My house was filled with junk shop and auction “treasures”, and my furniture was comfortably dressed with home made quilts, cushions, curtains and anything else I could make myself. My baby daughter wore the most adorable sets of all-in-one, bonnet and even matching shoes, all lovingly and painstakingly made by hand and shown off with pride.

Then came the late nineties and millennium. Ikea and Primark reigned supreme with their cheap flat-pack furniture and throwaway clothes. Everyone could afford to buy new, discard when they fancied a change and repeat every twelve months (about the length of time the furniture was made to last – only a matter of weeks for the poorly made clothes.)

I was embarrassed to admit that I could knit, sew and crochet.

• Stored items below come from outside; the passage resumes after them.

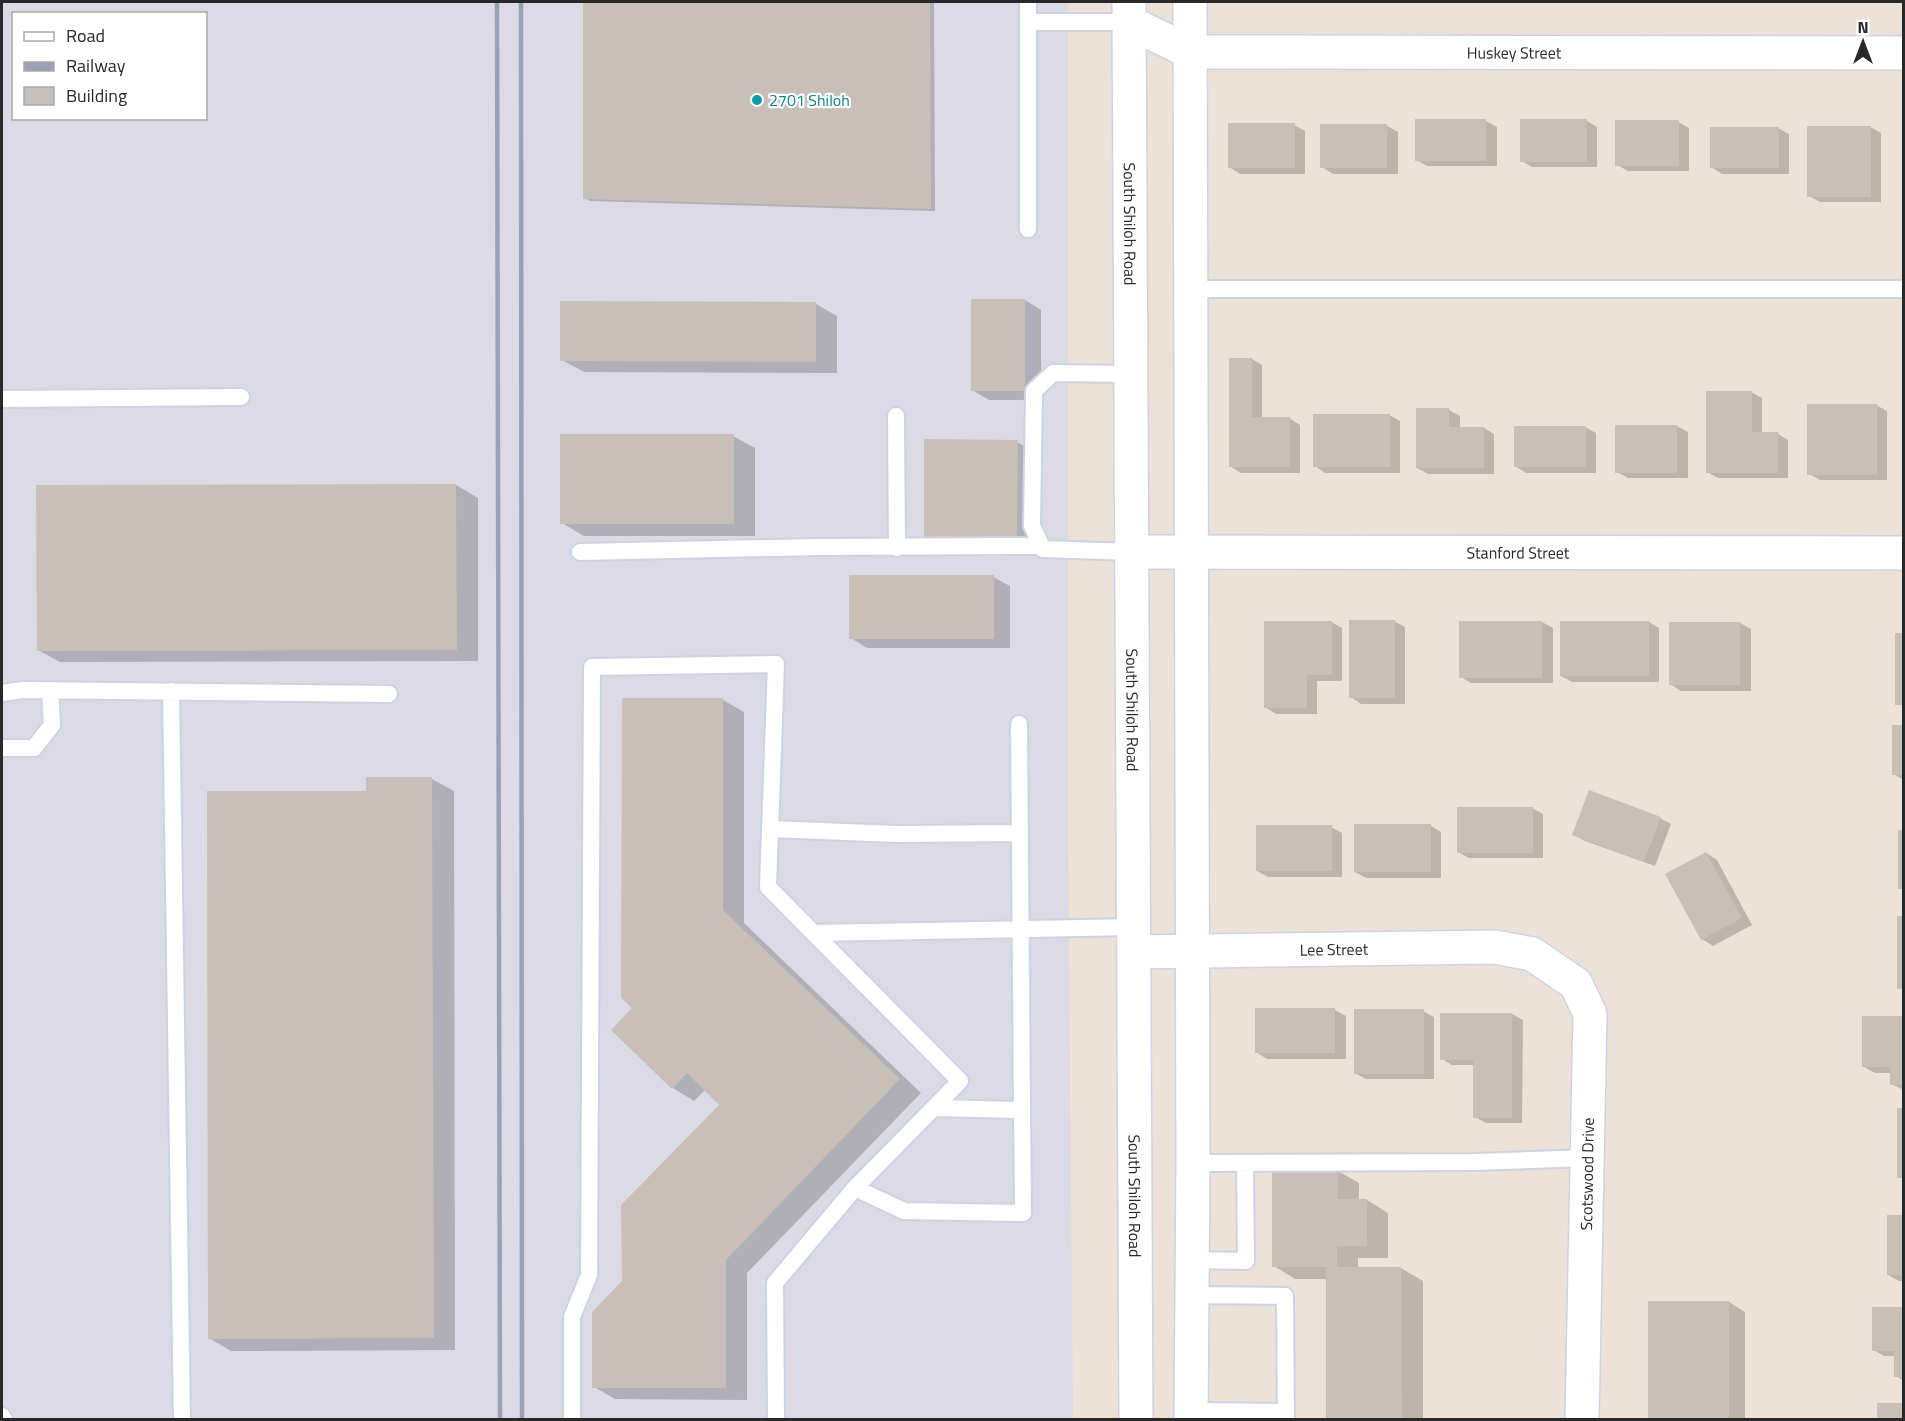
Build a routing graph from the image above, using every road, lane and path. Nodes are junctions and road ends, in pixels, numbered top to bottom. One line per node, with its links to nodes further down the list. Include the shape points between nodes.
1 (1028, 2): 4 (lane)
2 (1190, 2): 5 (main road)
3 (1129, 12): 4 (lane); 5 (main road, Huskey Street); 10 (main road, South Shiloh Road)
4 (1028, 22): 7 (lane)
5 (1190, 52): 6 (main road, Huskey Street); 8 (main road)
6 (1904, 53)
7 (1028, 229)
8 (1191, 289): 9 (lane); 18 (main road)
9 (1904, 289)
10 (1131, 374): 14 (lane, via 1053,373 1035,391 1032,526); 17 (main road, South Shiloh Road)
11 (241, 397): 12 (lane)
12 (2, 399)
13 (896, 416): 15 (lane)
14 (1042, 546): 15 (lane); 17 (lane)
15 (897, 548): 16 (lane)
16 (580, 552)
17 (1132, 552): 18 (main road, Stanford Street); 30 (main road, South Shiloh Road)
18 (1191, 552): 19 (main road, Stanford Street); 31 (main road)
19 (1904, 553)
20 (50, 690): 21 (lane); 22 (lane); 25 (lane, via 52,725 34,748)
21 (171, 691): 23 (lane); 45 (lane)
22 (2, 693)
23 (389, 694)
24 (1019, 724): 27 (lane)
25 (2, 748)
26 (770, 829): 27 (lane, via 897,834); 29 (lane, via 768,887); 46 (lane, via 776,664 592,667 589,1275 572,1317)
27 (1020, 832): 28 (lane)
28 (1021, 930): 29 (lane); 30 (lane); 34 (lane)
29 (814, 933): 33 (lane, via 960,1081)
30 (1134, 940): 31 (main road, Lee Street); 48 (main road, South Shiloh Road)
31 (1191, 950): 32 (main road, Lee Street, via 1495,948); 36 (main road)
32 (1532, 954): 35 (main road, Scotswood Drive, via 1576,984 1590,1014)
33 (935, 1108): 34 (lane); 38 (lane)
34 (1022, 1110): 38 (lane, via 1023,1212 904,1211)
35 (1587, 1158): 37 (lane); 49 (main road, Scotswood Drive)
36 (1192, 1163): 37 (lane); 39 (main road)
37 (1245, 1163): 39 (lane, via 1246,1261)
38 (855, 1188): 47 (lane, via 775,1283)
39 (1192, 1260): 40 (main road)
40 (1191, 1295): 41 (main road); 43 (lane, via 1285,1296)
41 (1191, 1415): 43 (lane)
42 (2, 1416): 44 (lane)
43 (1286, 1416)
44 (4, 1419)
45 (182, 1419)
46 (572, 1419)
47 (776, 1419)
48 (1136, 1419)
49 (1582, 1419)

I would let people assume that the ironically fashionable “distressed” furniture were new purchases, not the genuine article having acquired a gorgeous patina during the course of an interesting century or so of being.  I am ashamed to say that, with the end of a long relationship, I succumbed to change and donated twenty years of accumulated “memories” to various charity shops or sold at car boot sales for pennies.

Out went vintage kitchenalia, antique pine dressers and patchwork bedspreads. In came soulless Ikea bookshelves and acrylic throws.

And I hated it.

When the recession took hold I was in a new, happy relationship (we’re now married with two children), in a house we bought together and the need for change took hold of me again.

This time, I reverted to my true nature and gradually filled our home with things I loved, mainly eBay bargains (easier than auctions) or charity shop finds.  Sewing and crochet were still not cool, but I didn’t care and made new heirlooms to replace the ones that I’d foolishly given away.

Gradually “Knit ‘n’ Natter” groups became The Thing, vintage tea rooms popped up on every corner and everyone knew what a Granny Stripe was. Charity shops are the place to be. Second hand is no longer a dirty word and hand made is valued over mass produced.

I’m in my element and I couldn’t be happier about the change – which is the only good thing to come out of the recession!

I thought I’d share with you the lovely bounty of things I bought at our local St. Margaret’s Somerset Hospice this morning.  I spent £12.49 in total, a snip and far more beautiful than anything you can buy today.

This vintage pickle jar complete with fork for all my home made chutneys;


An utterly divine jam pot – I swear my Wild Damson and Port Jam will taste even nicer served up in this!


A tiny mint sauce boat – just perfect.


This table runner, not vintage, but so pretty – brand new and still in its original packing!



All this second hand loveliness for £12.49 – amazing!


Do you love vintage and hand made? Show me your second hand bargains and hand crafted masterpieces – I would love to see them!